Diante da morte de um soldado

Por Julio Cesar De Lima
(Ir. Pascal, Obl. OSB)

Disse o comandante da Brigada após a morte de um soldado: "As pessoas têm me perguntado se o PM não devia ter adotado uma postura mais agressiva, mais intimidatória na tarde de hoje. Eu acredito que sim. Mas sei que ele deixou de adotar essa postura em razão de todos aqueles que, de maneira imediatista, sem compreensão de todo o risco que se corre e de toda a complexidade que é um cenário de uma abordagem, de uma ação policial, julgam e condenam um Policial Militar, uma Instituição..." Entretanto, absolutamente ninguém deve ser condenado à morte por quaisquer que sejam os motivos! E posso, sim, imaginar os riscos que um policial corre.
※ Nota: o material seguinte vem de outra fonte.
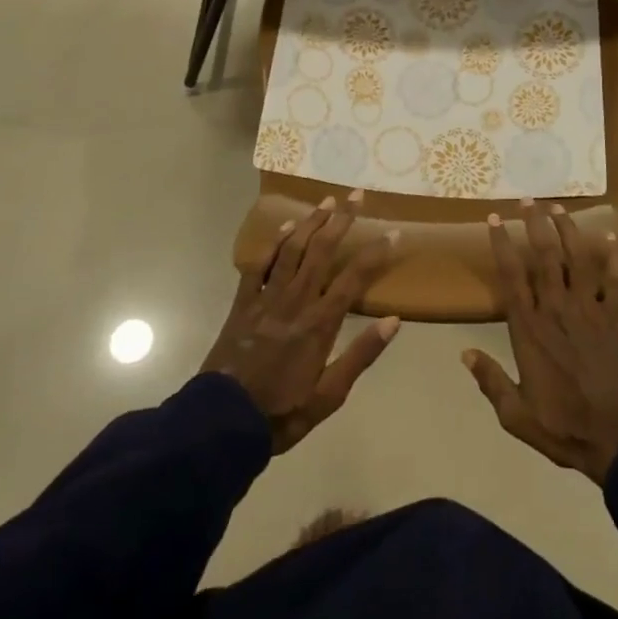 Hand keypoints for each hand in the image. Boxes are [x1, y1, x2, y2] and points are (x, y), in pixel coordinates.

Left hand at [201, 191, 399, 453]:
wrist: (222, 423)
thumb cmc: (281, 413)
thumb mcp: (329, 396)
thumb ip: (361, 355)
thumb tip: (394, 321)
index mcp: (320, 323)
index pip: (354, 277)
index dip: (376, 253)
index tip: (393, 232)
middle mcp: (296, 301)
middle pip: (322, 250)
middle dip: (342, 220)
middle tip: (357, 195)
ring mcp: (267, 298)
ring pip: (292, 249)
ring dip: (311, 222)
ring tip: (327, 200)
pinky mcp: (244, 303)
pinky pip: (260, 264)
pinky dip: (274, 243)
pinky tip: (286, 226)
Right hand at [463, 201, 617, 485]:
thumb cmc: (563, 426)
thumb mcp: (516, 415)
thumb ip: (490, 381)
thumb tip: (464, 353)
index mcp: (529, 329)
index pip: (512, 276)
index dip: (502, 244)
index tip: (494, 219)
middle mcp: (557, 310)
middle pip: (545, 257)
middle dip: (535, 224)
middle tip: (528, 200)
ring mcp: (588, 311)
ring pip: (578, 260)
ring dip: (568, 230)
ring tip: (558, 208)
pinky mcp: (614, 319)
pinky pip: (616, 283)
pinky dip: (615, 259)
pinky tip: (611, 238) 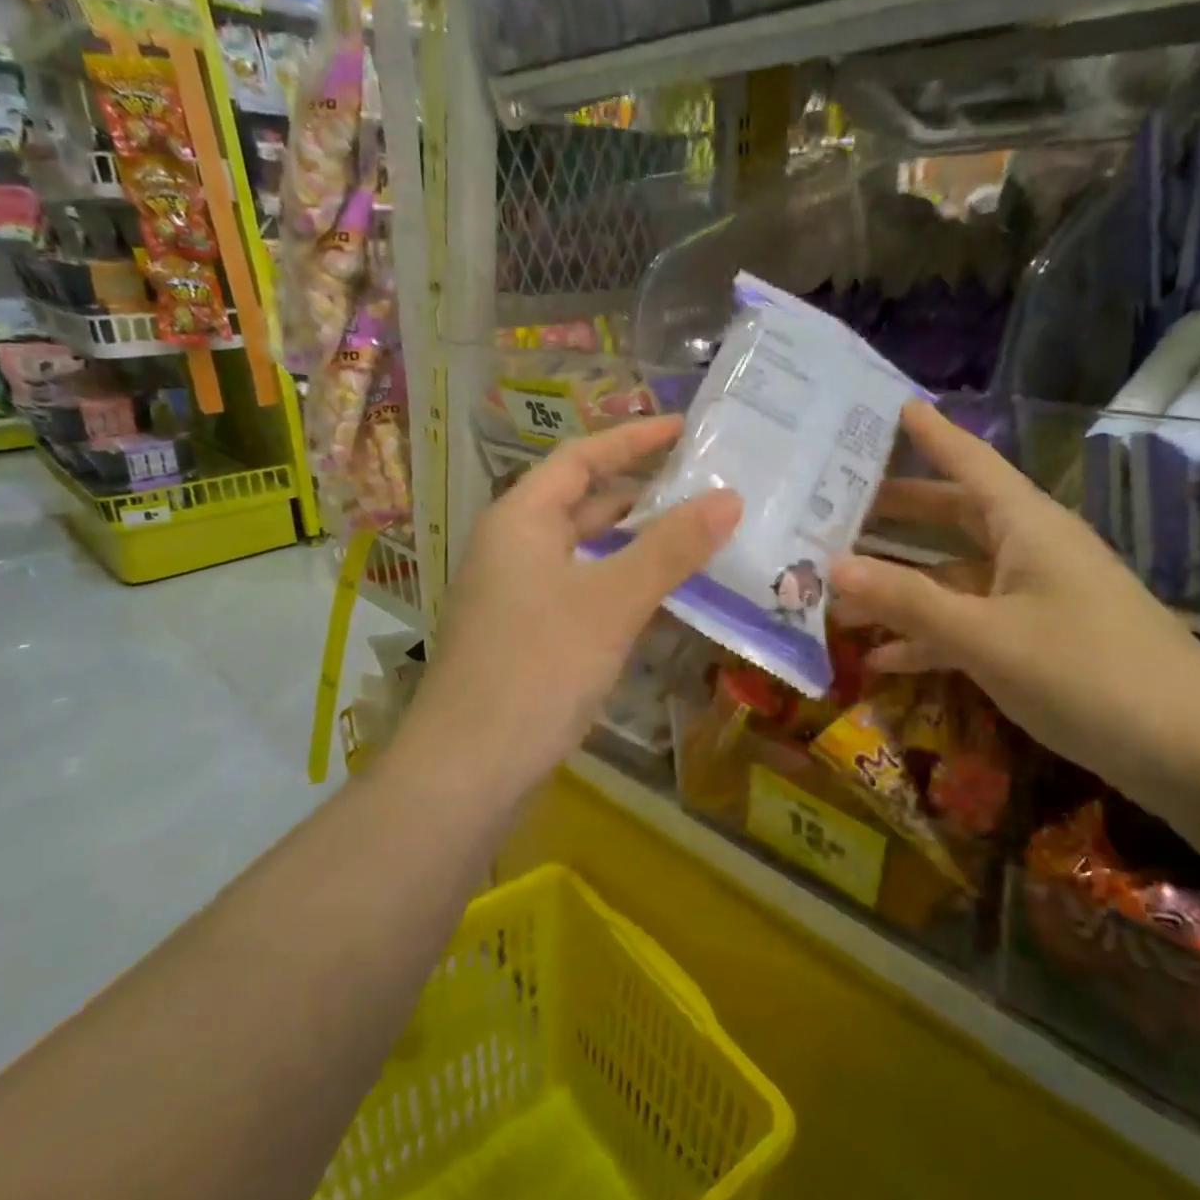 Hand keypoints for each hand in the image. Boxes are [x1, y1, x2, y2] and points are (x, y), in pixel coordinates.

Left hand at [402, 416, 740, 799]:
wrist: (470, 769)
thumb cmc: (538, 667)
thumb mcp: (612, 600)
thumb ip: (671, 547)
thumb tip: (729, 498)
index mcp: (521, 519)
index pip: (581, 458)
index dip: (633, 439)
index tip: (686, 430)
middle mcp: (514, 547)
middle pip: (584, 502)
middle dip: (643, 493)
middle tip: (706, 487)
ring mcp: (519, 594)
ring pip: (587, 551)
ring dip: (638, 542)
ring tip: (700, 535)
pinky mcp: (529, 635)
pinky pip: (585, 590)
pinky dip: (624, 583)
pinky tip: (665, 596)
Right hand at [832, 403, 1199, 788]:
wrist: (1197, 755)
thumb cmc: (1089, 674)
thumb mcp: (987, 637)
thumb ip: (908, 601)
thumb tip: (833, 567)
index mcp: (1027, 525)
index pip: (971, 460)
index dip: (933, 432)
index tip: (894, 404)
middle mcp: (1031, 550)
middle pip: (954, 516)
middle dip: (898, 513)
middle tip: (838, 504)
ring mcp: (1037, 598)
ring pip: (956, 577)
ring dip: (902, 587)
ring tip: (839, 594)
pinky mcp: (1041, 642)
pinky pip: (972, 624)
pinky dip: (931, 636)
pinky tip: (885, 659)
Sei também que esta é uma situação bastante complexa, mas não dá pra concordar cegamente com a declaração do comandante; não dá pra legitimar a truculência dessa instituição; não dá pra confundir o uso adequado da força com violência; não dá pra admitir uma polícia sucateada moral, instrumental e estrategicamente, do mesmo modo que não dá pra deixar criminosos apavorando e dominando uma sociedade. Também não dá pra concordar com "todos aqueles que, de maneira imediatista, sem compreensão de todo o risco que se corre e de toda a complexidade", agem no impulso de suas emoções e acham que o uso de armas deve ser ainda mais flexibilizado, que o investimento em programas sociais é desnecessário, que o processo todo, da prevenção e abordagem à recuperação, não precisa ser repensado. Nesse contexto de barbárie, cada vítima e cada agressor, onde quer que esteja, é um atestado de incompetência que todos assinamos.